British Prime Minister Tony Blair's government, incensed at remarks that "glorified" the July 7 London attacks presented legislation to Parliament Wednesday that makes it an offense to speak favorably of terrorist acts if the utterances are likely to be understood as an inducement to terrorism. Government officials told reporters this could include calling the 9/11 terrorists "martyrs."

Inayat Bunglawala of the Muslim Council of Britain calls the planned legislation "misguided" and says the problem with stipulating what preachers can and can't say is that mosques are centers for more than just spiritual devotion. As community and faith leaders, imams are expected to dissemble not just on the scripture. "We don't have distinction between the mundane and the political," says Bunglawala. "Islam brings the two together, so it's not just spiritual discussion but day to day discourse as well.

"Many Muslims have strong feelings when it comes to questions like Palestine and Chechnya. This whole glorification issue confuses support for people who are engaged in resisting oppression and those engaged in mindless acts of terrorism," he adds. The Law Society commented that under such a law, even Mr.

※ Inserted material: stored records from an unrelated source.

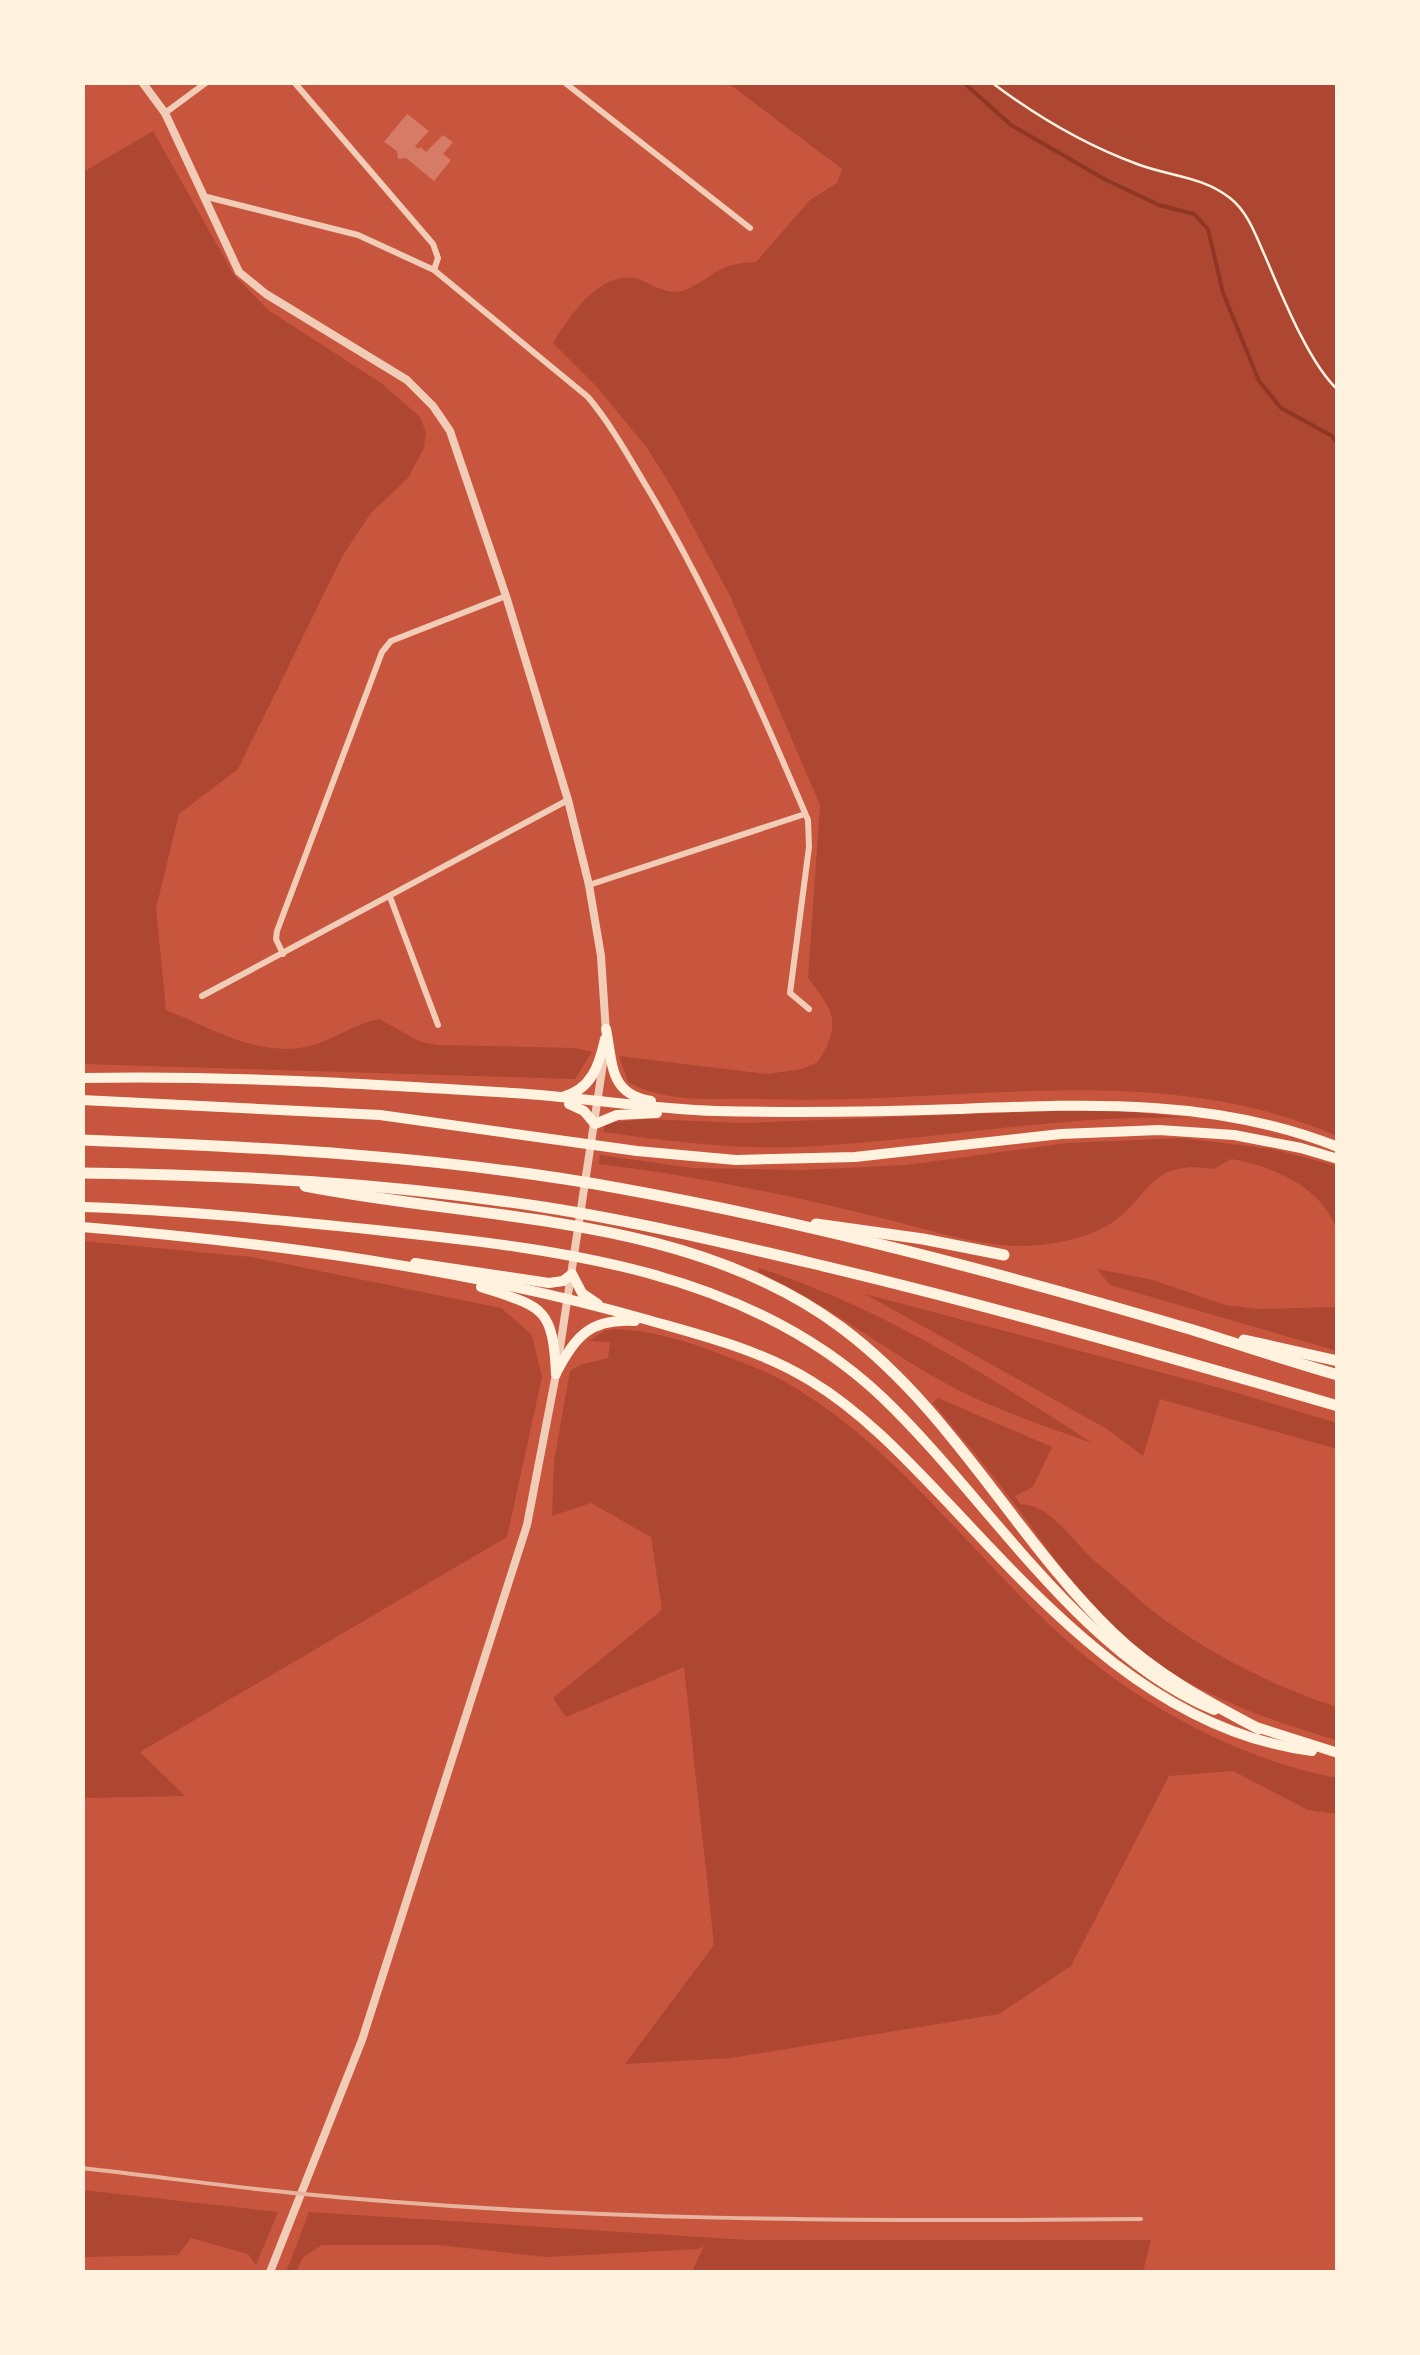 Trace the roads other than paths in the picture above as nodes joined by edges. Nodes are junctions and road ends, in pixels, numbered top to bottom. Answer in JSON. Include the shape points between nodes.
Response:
{"nodes":[{"id":1,"x":142,"y":82,"type":"edge"},
{"id":2,"x":208,"y":82,"type":"edge"},
{"id":3,"x":294,"y":82,"type":"edge"},
{"id":4,"x":564,"y":82,"type":"edge"},
{"id":5,"x":165,"y":113,"type":"junction"},
{"id":6,"x":202,"y":196,"type":"junction"},
{"id":7,"x":750,"y":228,"type":"dead end"},
{"id":8,"x":434,"y":270,"type":"junction"},
{"id":9,"x":506,"y":596,"type":"junction"},
{"id":10,"x":568,"y":800,"type":"junction"},
{"id":11,"x":805,"y":814,"type":"junction"},
{"id":12,"x":589,"y":885,"type":"junction"},
{"id":13,"x":390,"y":897,"type":"junction"},
{"id":14,"x":283,"y":954,"type":"junction"},
{"id":15,"x":202,"y":996,"type":"dead end"},
{"id":16,"x":809,"y":1009,"type":"dead end"},
{"id":17,"x":438,"y":1025,"type":"dead end"},
{"id":18,"x":606,"y":1034,"type":"junction"},
{"id":19,"x":82,"y":1078,"type":"edge"},
{"id":20,"x":544,"y":1096,"type":"junction"},
{"id":21,"x":558,"y":1098,"type":"junction"},
{"id":22,"x":82,"y":1100,"type":"edge"},
{"id":23,"x":598,"y":1102,"type":"junction"},
{"id":24,"x":711,"y":1111,"type":"junction"},
{"id":25,"x":595,"y":1124,"type":"junction"},
{"id":26,"x":82,"y":1140,"type":"edge"},
{"id":27,"x":1338,"y":1147,"type":"edge"},
{"id":28,"x":1338,"y":1160,"type":"edge"},
{"id":29,"x":82,"y":1173,"type":"edge"},
{"id":30,"x":255,"y":1176,"type":"junction"},
{"id":31,"x":82,"y":1207,"type":"edge"},
{"id":32,"x":746,"y":1214,"type":"junction"},
{"id":33,"x":82,"y":1227,"type":"edge"},
{"id":34,"x":1004,"y":1255,"type":"dead end"},
{"id":35,"x":367,"y":1260,"type":"junction"},
{"id":36,"x":432,"y":1272,"type":"junction"},
{"id":37,"x":572,"y":1274,"type":"junction"},
{"id":38,"x":568,"y":1300,"type":"junction"},
{"id":39,"x":608,"y":1309,"type":"junction"},
{"id":40,"x":661,"y":1324,"type":"junction"},
{"id":41,"x":1190,"y":1330,"type":"junction"},
{"id":42,"x":1338,"y":1361,"type":"edge"},
{"id":43,"x":556,"y":1374,"type":"junction"},
{"id":44,"x":1338,"y":1375,"type":"edge"},
{"id":45,"x":1338,"y":1406,"type":"edge"},
{"id":46,"x":1259,"y":1728,"type":"junction"},
{"id":47,"x":1338,"y":1754,"type":"edge"},
{"id":48,"x":270,"y":2272,"type":"edge"}],
"edges":[{"from":1,"to":5,"type":"street"},
{"from":2,"to":5,"type":"street"},
{"from":3,"to":8,"type":"street","via":[[433,244]]},
{"from":4,"to":7,"type":"street"},
{"from":5,"to":6,"type":"street"},
{"from":6,"to":8,"type":"street","via":[[358,235]]},
{"from":6,"to":9,"type":"street","via":[[240,272],[406,380],[433,406],[450,430]]},
{"from":8,"to":11,"type":"street","via":[[605,418],[678,540]]},
{"from":9,"to":10,"type":"street"},
{"from":9,"to":14,"type":"street","via":[[391,642],[382,652],[278,931]]},
{"from":10,"to":12,"type":"street"},
{"from":10,"to":13,"type":"street"},
{"from":11,"to":12,"type":"street"},
{"from":11,"to":16,"type":"street","via":[[809,847],[790,993]]},
{"from":12,"to":18,"type":"street"},
{"from":13,"to":14,"type":"street"},
{"from":13,"to":17,"type":"street"},
{"from":14,"to":15,"type":"street"},
{"from":18,"to":21,"type":"highway","via":[[590,1081]]},
{"from":18,"to":23,"type":"street"},
{"from":18,"to":24,"type":"highway","via":[[625,1092]]},
{"from":19,"to":20,"type":"highway"},
{"from":20,"to":21,"type":"highway"},
{"from":20,"to":25,"type":"highway","via":[[584,1110]]},
{"from":21,"to":23,"type":"highway"},
{"from":22,"to":28,"type":"highway","via":[[380,1114],[736,1160],[855,1157],[1159,1130],[1234,1136]]},
{"from":23,"to":24,"type":"highway"},
{"from":23,"to":25,"type":"street"},
{"from":24,"to":25,"type":"highway","via":[[625,1114]]},
{"from":24,"to":27,"type":"highway","via":[[1138,1105],[1251,1120]]},
{"from":25,"to":37,"type":"street"},
{"from":26,"to":32,"type":"highway","via":[[294,1150],[521,1173]]},
{"from":29,"to":30,"type":"highway"},
{"from":30,"to":45,"type":"highway","via":[[450,1194],[677,1232],[988,1307]]},
{"from":30,"to":46,"type":"highway","via":[[621,1236],[727,1266],[793,1296],[842,1328],[917,1395],[1116,1636],[1170,1677]]},
{"from":31,"to":46,"type":"highway","via":[[492,1244],[648,1273],[744,1305],[798,1333],[881,1396],[1067,1601],[1142,1670]]},
{"from":32,"to":34,"type":"highway"},
{"from":32,"to":41,"type":"highway"},
{"from":33,"to":35,"type":"highway"},
{"from":35,"to":36,"type":"highway"},
{"from":35,"to":37,"type":"highway","via":[[549,1282]]},
{"from":36,"to":38,"type":"highway"},
{"from":36,"to":43,"type":"highway","via":[[543,1313],[552,1326]]},
{"from":37,"to":38,"type":"street"},
{"from":37,"to":39,"type":"highway","via":[[582,1293]]},
{"from":38,"to":39,"type":"highway"},
{"from":38,"to":43,"type":"street"},
{"from":39,"to":40,"type":"highway"},
{"from":40,"to":43,"type":"highway","via":[[619,1320],[593,1326],[572,1344]]},
{"from":40,"to":47,"type":"highway","via":[[761,1356],[831,1395],[903,1456],[1053,1612],[1164,1698],[1266,1742]]},
{"from":41,"to":42,"type":"highway"},
{"from":41,"to":44,"type":"highway"},
{"from":43,"to":48,"type":"street","via":[[528,1526],[382,1983]]},
{"from":46,"to":47,"type":"highway"}]}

Blair's wife, Cherie, could be prosecuted for remarks made in 2002 expressing understanding for the rationale that drives young Palestinians to suicide attacks.

Several countries are also discussing other clerical rhetoric considered unacceptable, from so-called 'hate preaching' to racism, anti-Semitism, and sexism.

In France, for example, authorities are using existing laws against anti-Semitism, 'hate speech,' and sexism to bear down on preachers espousing these causes, according to Olivier Roy, an eminent scholar of the Islamic world.

The crackdown, he says, is "largely symbolic ... It is supposed to oblige the more radical imams to adopt a lower profile. But there is no close monitoring of the mosques in France.

German imams who propagate hate against any part of the population can now be deported. A Berlin preacher was ordered expelled in March for calling Germans "useless, stinking atheists," though the move was later blocked by the constitutional court. At least two foreign imams have been barred from entering Germany since the law was introduced.

The German Muslim community has little against the law. "As long as they don't involve themselves in politics, then they have enough freedom to preach as they wish," says Burhan Kesici, spokesman for the Berlin-based Islamic Federation.

In Switzerland, which has a much smaller Islamic community, authorities this week prohibited an Islamic center in Geneva from hiring a Turkish imam because of doubts over his teachings. The government is already concerned about some of the ideas of the center's director, Hani Ramadan, who has said that women who commit adultery should be stoned, and that AIDS was a form of divine retribution against sinners.

"There are no specific rules," says Dominique Boillat, a Swiss immigration official. "But there is a general rule that ... people who have responsibility like imams have to respect our basic principles, which are equality between men and women and order in the society and not appealing for aggression."

"If somebody is acting like that, if they are not here, we could decide not (to let them in). If they are already here, we can say 'you can't live in Switzerland.' "

Bunglawala says the European moves against imams are disappointing because it will increase anxiety in a community at a time when governments should be doing whatever they can to bring mainstream Muslim society on board.

"Europe has prided itself on robust debate and allowing strident viewpoints," he says. "It seems everyone else can have those except Muslims."

Andreas Tzortzis in Berlin contributed to this report.